Jak wynika z akt II Kp 68/17 Sądu Rejonowego w Piszu, w dniach 25 kwietnia i 07 czerwca 2017 r. rozpoznane zostało zażalenie wnioskodawcy na przedmiotowe zatrzymanie i sąd, po przeprowadzeniu postępowania dowodowego, obejmującego min. przesłuchanie funkcjonariuszy Policji dokonujących zatrzymania, nie uwzględnił zażalenia i uznał zatrzymanie za legalne, zasadne i przeprowadzone w sposób prawidłowy. Stanowisko to należy w całej rozciągłości podzielić w niniejszym postępowaniu.

Wskazać należy, że okoliczności faktyczne, które legły u podstaw zatrzymania są zasadniczo bezsporne, co w szczególności odnosi się do kwestii zaistniałej awantury domowej między wnioskodawcą a jego ojcem. Wprawdzie wnioskodawca obciążał winą za incydent ojca, jednakże nie przeczył temu, że w chwili przybycia policjantów jego ojciec posiadał widoczne obrażenia ciała w postaci podbiegnięć krwawych i stłuczeń na ramionach i nogach, wskazujące, że był pobity a nawet wprost to potwierdził, utrzymując jedynie, że nie wie, w jakich okolicznościach obrażenia te powstały. Z kolei ojciec wnioskodawcy twierdził, że pobił go syn za pomocą kija od mopa.

W kontekście zastanej sytuacji faktycznej decyzja interweniujących funkcjonariuszy o zastosowaniu zatrzymania w oparciu o treść art. 15 a ustawy o Policji wydaje się w ocenie sądu racjonalna i w pełni uzasadniona, w szczególności wobec istniejącego od dawna, nasilonego konfliktu w tej rodzinie. Wskazywała bowiem na uzasadnione prawdopodobieństwo tego, że doszło do przypadku przemocy w rodzinie, której sprawcą był M. S. (1) i że stanowił on bezpośrednie zagrożenie dla bezpieczeństwa i zdrowia innej osoby.

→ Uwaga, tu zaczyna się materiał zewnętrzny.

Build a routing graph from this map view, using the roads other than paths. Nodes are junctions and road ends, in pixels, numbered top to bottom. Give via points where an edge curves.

Nie pozbawiona oczywistej słuszności była konstatacja, że pokrzywdzony sam tych obrażeń sobie nie spowodował. Niewiarygodnie zaś brzmią twierdzenia wnioskodawcy (k. 32 o.), że te obrażenia spowodowały zbiegiem okoliczności inne osoby z miejscowości, z którymi ojciec był skonfliktowany. Wymagało to od funkcjonariuszy podjęcia odpowiednich czynności służbowych zmierzających do przeciwdziałania powtórzeniu się, względnie eskalacji zdarzenia, jak również należytego wyjaśnienia jego okoliczności. Adekwatnym i koniecznym środkiem było w tych warunkach zatrzymanie osoby wskazywanej jako sprawca przemocy.

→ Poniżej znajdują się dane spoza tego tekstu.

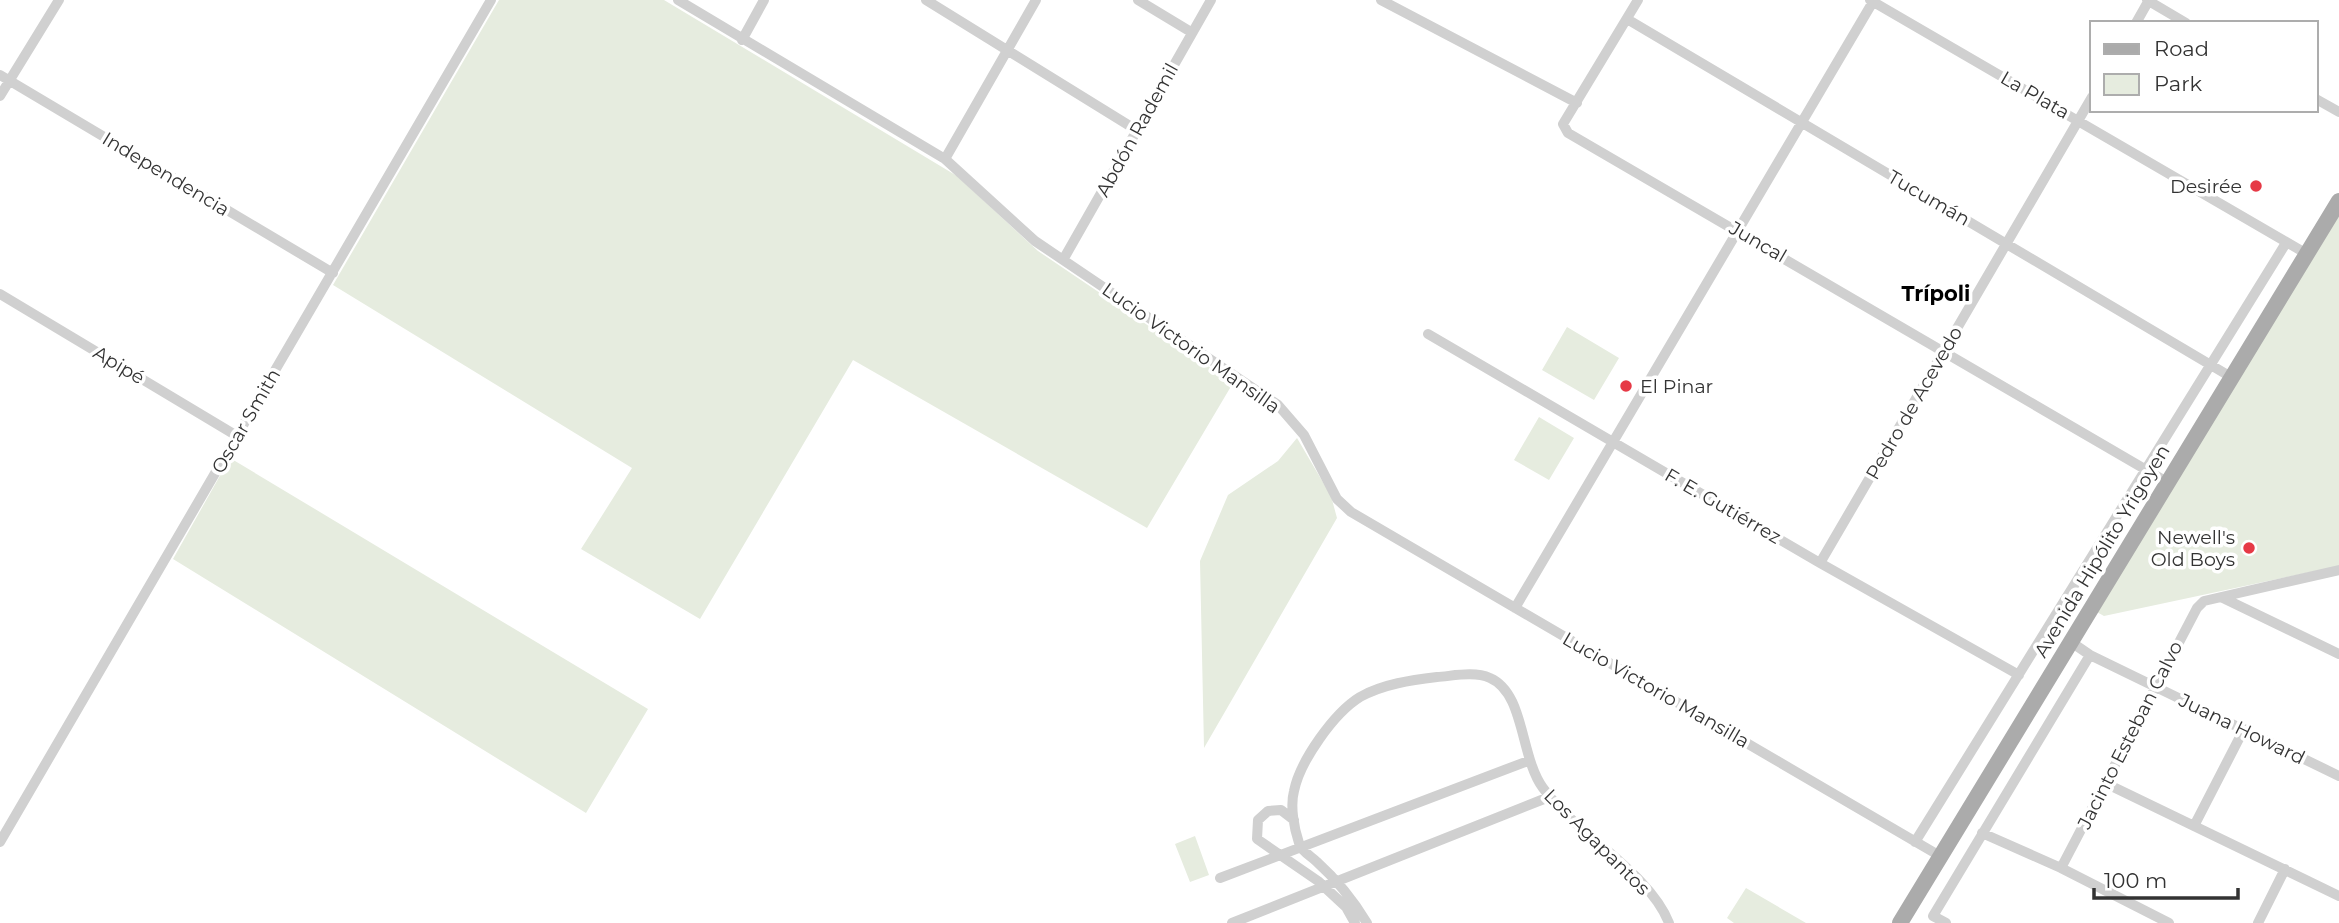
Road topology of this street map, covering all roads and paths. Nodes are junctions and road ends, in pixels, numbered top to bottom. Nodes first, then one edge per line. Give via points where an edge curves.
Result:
1 (59, 0) edge
2 (491, 0) edge
3 (678, 0) edge
4 (764, 0) edge
5 (926, 0) edge
6 (1036, 0) edge
7 (1138, 0) edge
8 (1211, 0) edge
9 (1381, 0) edge
10 (1638, 0) edge
11 (2148, 0) edge
12 (1873, 1) edge
13 (1627, 19) junction
14 (2137, 21) edge
15 (2183, 21) edge
16 (1191, 32) junction
17 (742, 40) junction
18 (1008, 50) junction
19 (5, 78) edge
20 (0, 96) edge
21 (2318, 100) edge
22 (2090, 101) edge
23 (1577, 103) junction
24 (2339, 112) edge
25 (2079, 120) junction
26 (1802, 124) junction
27 (1138, 131) junction
28 (945, 159) junction
29 (2339, 201) edge
30 (1739, 231) junction
31 (2286, 243) junction
32 (2007, 244) junction
33 (2307, 254) junction
34 (1063, 260) junction
35 (333, 273) junction
36 (0, 294) edge
37 (1428, 334) dead end
38 (1944, 351) junction
39 (2212, 366) junction
40 (2231, 377) junction
41 (237, 436) junction
42 (1615, 443) junction
43 (2146, 470) junction
44 (2167, 482) junction
45 (1820, 563) junction
46 (2339, 570) edge
47 (2222, 598) junction
48 (1515, 608) junction
49 (2071, 642) junction
50 (2339, 654) edge
51 (2090, 655) junction
52 (2019, 674) junction
53 (2156, 687) junction
54 (2244, 729) junction
55 (1528, 761) junction
56 (2338, 772) edge
57 (2105, 783) junction
58 (1549, 797) junction
59 (2194, 826) junction
60 (1296, 827) junction
61 (1982, 833) junction
62 (0, 842) edge
63 (1915, 842) junction
64 (1300, 847) junction
65 (1278, 852) junction
66 (1940, 856) junction
67 (2062, 868) junction
68 (2285, 869) junction
69 (1220, 878) dead end
70 (1336, 881) junction
71 (1323, 886) junction
72 (2339, 896) edge
73 (2149, 919) edge
74 (1231, 923) edge
75 (1355, 923) edge
76 (1367, 923) edge
77 (1669, 923) edge
78 (1900, 923) edge
79 (1947, 923) edge
80 (2169, 923) edge
81 (2258, 923) edge

1 - 19 street
2 - 35 street, Oscar Smith
3 - 17 street, Lucio Victorio Mansilla
4 - 17 street
5 - 18 street
6 - 18 street
7 - 16 street
8 - 16 street, Abdón Rademil
9 - 23 street
10 - 13 street
11 - 14 street
11 - 15 street
12 - 25 street, La Plata
12 - 26 street
13 - 23 street
13 - 26 street, Tucumán
16 - 27 street, Abdón Rademil
17 - 28 street, Lucio Victorio Mansilla
18 - 27 street
18 - 28 street
19 - 20 street
19 - 35 street, Independencia
21 - 24 street
22 - 25 street, Pedro de Acevedo
23 - 30 street, Juncal via 1563,124 1568,133
25 - 31 street, La Plata
25 - 32 street, Pedro de Acevedo
26 - 30 street
26 - 32 street, Tucumán
27 - 34 street, Abdón Rademil
28 - 34 street, Lucio Victorio Mansilla via 1035,241
29 - 33 main road, Avenida Hipólito Yrigoyen
30 - 38 street, Juncal
30 - 42 street
31 - 33 street, La Plata
31 - 39 street
32 - 38 street, Pedro de Acevedo
32 - 39 street, Tucumán
33 - 40 main road, Avenida Hipólito Yrigoyen
34 - 48 street, Lucio Victorio Mansilla via 1278,405 1304,435 1337,499 1351,512
35 - 41 street, Oscar Smith
36 - 41 street, Apipé
37 - 42 street, F. E. Gutiérrez
38 - 43 street, Juncal
38 - 45 street, Pedro de Acevedo
39 - 40 street, Tucumán
39 - 43 street
40 - 44 main road, Avenida Hipólito Yrigoyen
41 - 62 street, Oscar Smith
42 - 45 street, F. E. Gutiérrez
42 - 48 street
43 - 44 street, Juncal
43 - 52 street
44 - 49 main road, Avenida Hipólito Yrigoyen
45 - 52 street, F. E. Gutiérrez
46 - 47 street
47 - 50 street
47 - 53 street, Jacinto Esteban Calvo via 2201,603
48 - 63 street, Lucio Victorio Mansilla
49 - 51 street, Juana Howard
49 - 66 main road, Avenida Hipólito Yrigoyen
51 - 53 street, Juana Howard
51 - 61 street
52 - 63 street
53 - 54 street, Juana Howard
53 - 57 street, Jacinto Esteban Calvo
54 - 56 street, Juana Howard
54 - 59 street
55 - 58 street, Los Agapantos
55 - 60 street, Los Agapantos via 1513,702 1503,685 1466,674 1390,685 1361,697 1332,722 1293,792
55 - 64 street
57 - 59 street
57 - 67 street, Jacinto Esteban Calvo
58 - 70 street
58 - 77 street, Los Agapantos via 1644,884
59 - 68 street
60 - 64 street
60 - 65 street via 1290,845
60 - 65 street via 1288,813 1275,809 1258,820 1257,839
61 - 67 street
61 - 79 street via 1933,916
63 - 66 street, Lucio Victorio Mansilla
64 - 65 street
64 - 70 street
65 - 69 street
65 - 71 street
66 - 78 main road, Avenida Hipólito Yrigoyen
67 - 73 street
68 - 72 street
68 - 81 street
70 - 71 street
70 - 76 street
71 - 74 street
71 - 75 street via 1346,907
73 - 80 street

Jest to niezależne od kwestii postawienia ewentualnych zarzutów np. o czyn z art. 207 § 1 k.k. Nie każdy przypadek przemocy, stwarzającej zagrożenie dla życia i zdrowia, musi skutkować późniejszą oceną zdarzenia w kategoriach przestępstwa, zwłaszcza ściganego z urzędu, nie czyni to jednak zatrzymania w trybie art. 15 a Ustawy o Policji nielegalnym, ani niezasadnym.

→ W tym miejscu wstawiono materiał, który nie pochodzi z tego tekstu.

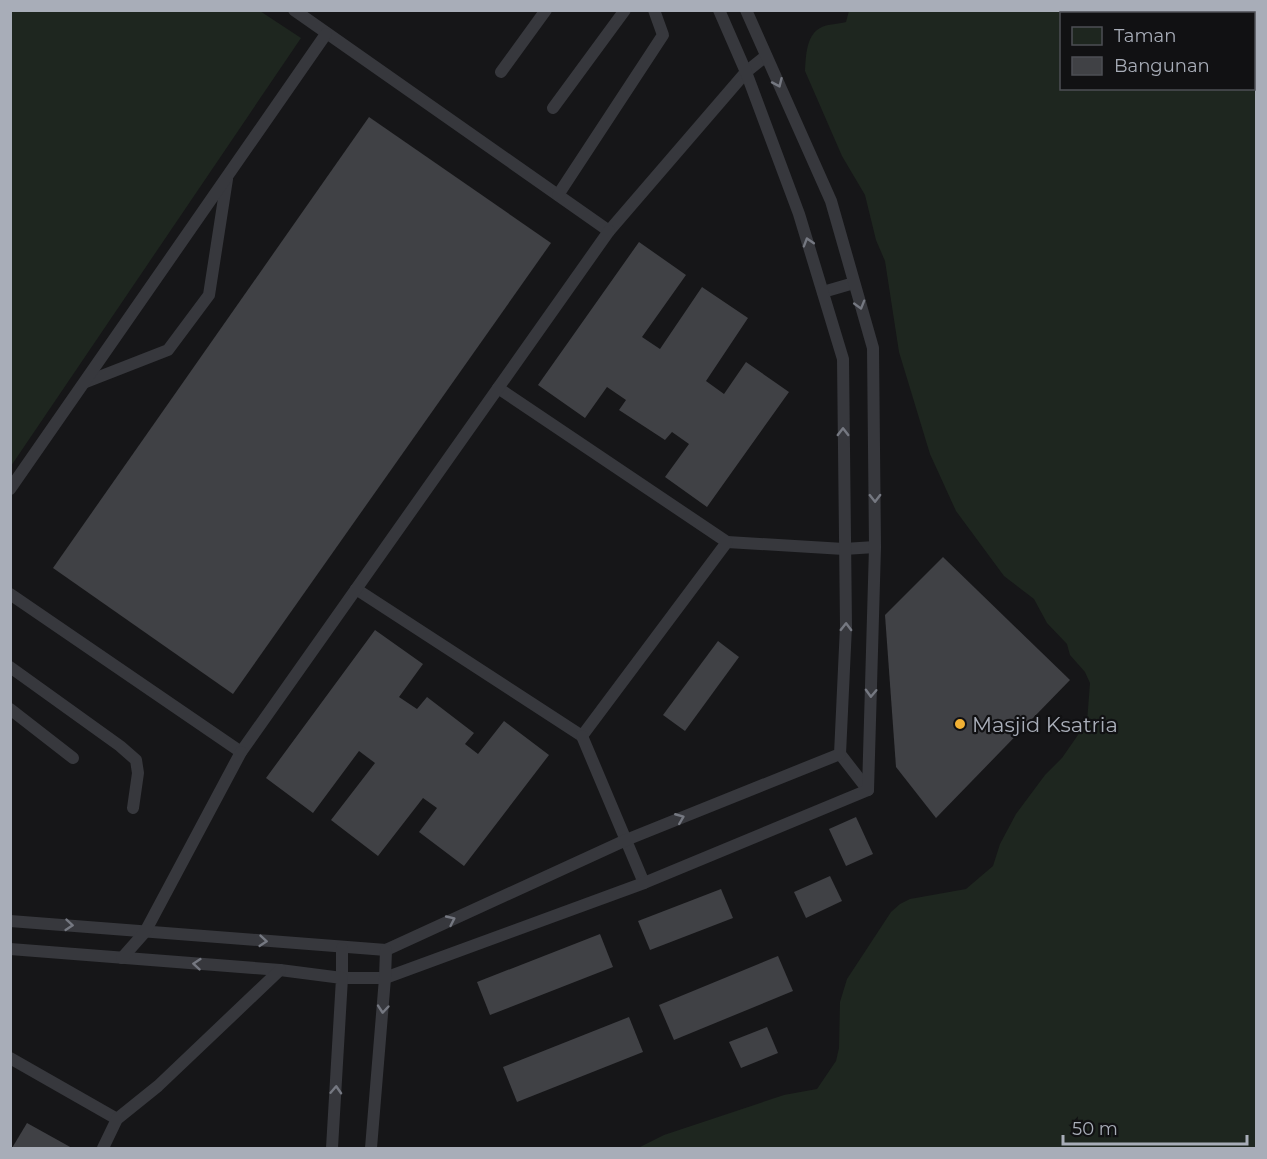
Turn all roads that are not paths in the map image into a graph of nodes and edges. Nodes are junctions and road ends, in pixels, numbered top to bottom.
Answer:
1 (294, 10) edge
2 (546, 10) edge
3 (625, 10) edge
4 (654, 10) edge
5 (719, 10) edge
6 (746, 10) edge
7 (326, 33) junction
8 (766, 56) junction
9 (501, 72) dead end
10 (746, 72) junction
11 (553, 108) dead end
12 (228, 176) junction
13 (558, 195) junction
14 (609, 231) junction
15 (854, 283) junction
16 (823, 292) junction
17 (85, 382) junction
18 (498, 388) junction
19 (10, 489) edge
20 (727, 542) junction
21 (875, 547) junction
22 (844, 549) junction
23 (356, 589) junction
24 (10, 594) edge
25 (10, 667) edge
26 (10, 709) edge
27 (582, 736) junction
28 (241, 752) junction
29 (840, 754) junction
30 (73, 758) dead end
31 (868, 790) junction
32 (133, 808) dead end
33 (626, 840) junction
34 (644, 884) junction
35 (10, 921) edge
36 (145, 932) junction
37 (342, 948) junction
38 (10, 949) edge
39 (386, 950) junction
40 (122, 958) junction
41 (280, 970) junction
42 (342, 978) junction
43 (386, 978) junction
44 (10, 1058) edge
45 (117, 1119) junction
46 (103, 1149) edge
47 (333, 1149) edge
48 (371, 1149) edge

1 - 7 lane
2 - 9 lane
3 - 11 lane
4 - 13 lane
5 - 10 lane
6 - 8 lane
7 - 12 lane
7 - 13 lane
8 - 10 lane
8 -> 15 lane
10 - 14 lane
16 -> 10 lane
12 - 17 lane
12 - 17 lane
13 - 14 lane
14 - 18 lane
15 - 16 lane
15 -> 21 lane
22 -> 16 lane
17 - 19 lane
18 - 20 lane
18 - 23 lane
20 - 22 lane
20 - 27 lane
21 - 22 lane
21 -> 31 lane
29 -> 22 lane
23 - 27 lane
23 - 28 lane
24 - 28 lane
25 - 32 lane
26 - 30 lane
27 - 33 lane
28 - 36 lane
29 - 31 lane
33 -> 29 lane
31 - 34 lane
33 - 34 lane
39 -> 33 lane
34 - 43 lane
35 -> 36 lane
36 -> 37 lane
36 - 40 lane
37 - 39 lane
37 - 42 lane
38 - 40 lane
39 - 43 lane
41 -> 40 lane
41 - 42 lane
41 - 45 lane
42 - 43 lane
47 -> 42 lane
43 -> 48 lane
44 - 45 lane
45 - 46 lane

Nie sposób przyjąć zatem, że zatrzymanie spowodowało dolegliwość, której wnioskodawca nie powinien ponieść, ani że było ono niezgodne z prawem. Podkreślenia wymaga, że zatrzymanie to zastosowano na krótki okres, niespełna czterech godzin, po czym niezwłocznie zwolniono wnioskodawcę, po wykonaniu niezbędnych czynności.

Reasumując, w ocenie sądu całokształt okoliczności sprawy nie pozwala uznać, że doszło do niewątpliwie niesłusznego zatrzymania wnioskodawcy M. S. (2), o jakim mowa w art. 552 § 4 k.p.k., zatem wnioskodawcy nie przysługuje żądane odszkodowanie i zadośćuczynienie.

Mając to na uwadze, orzeczono jak w części dyspozytywnej.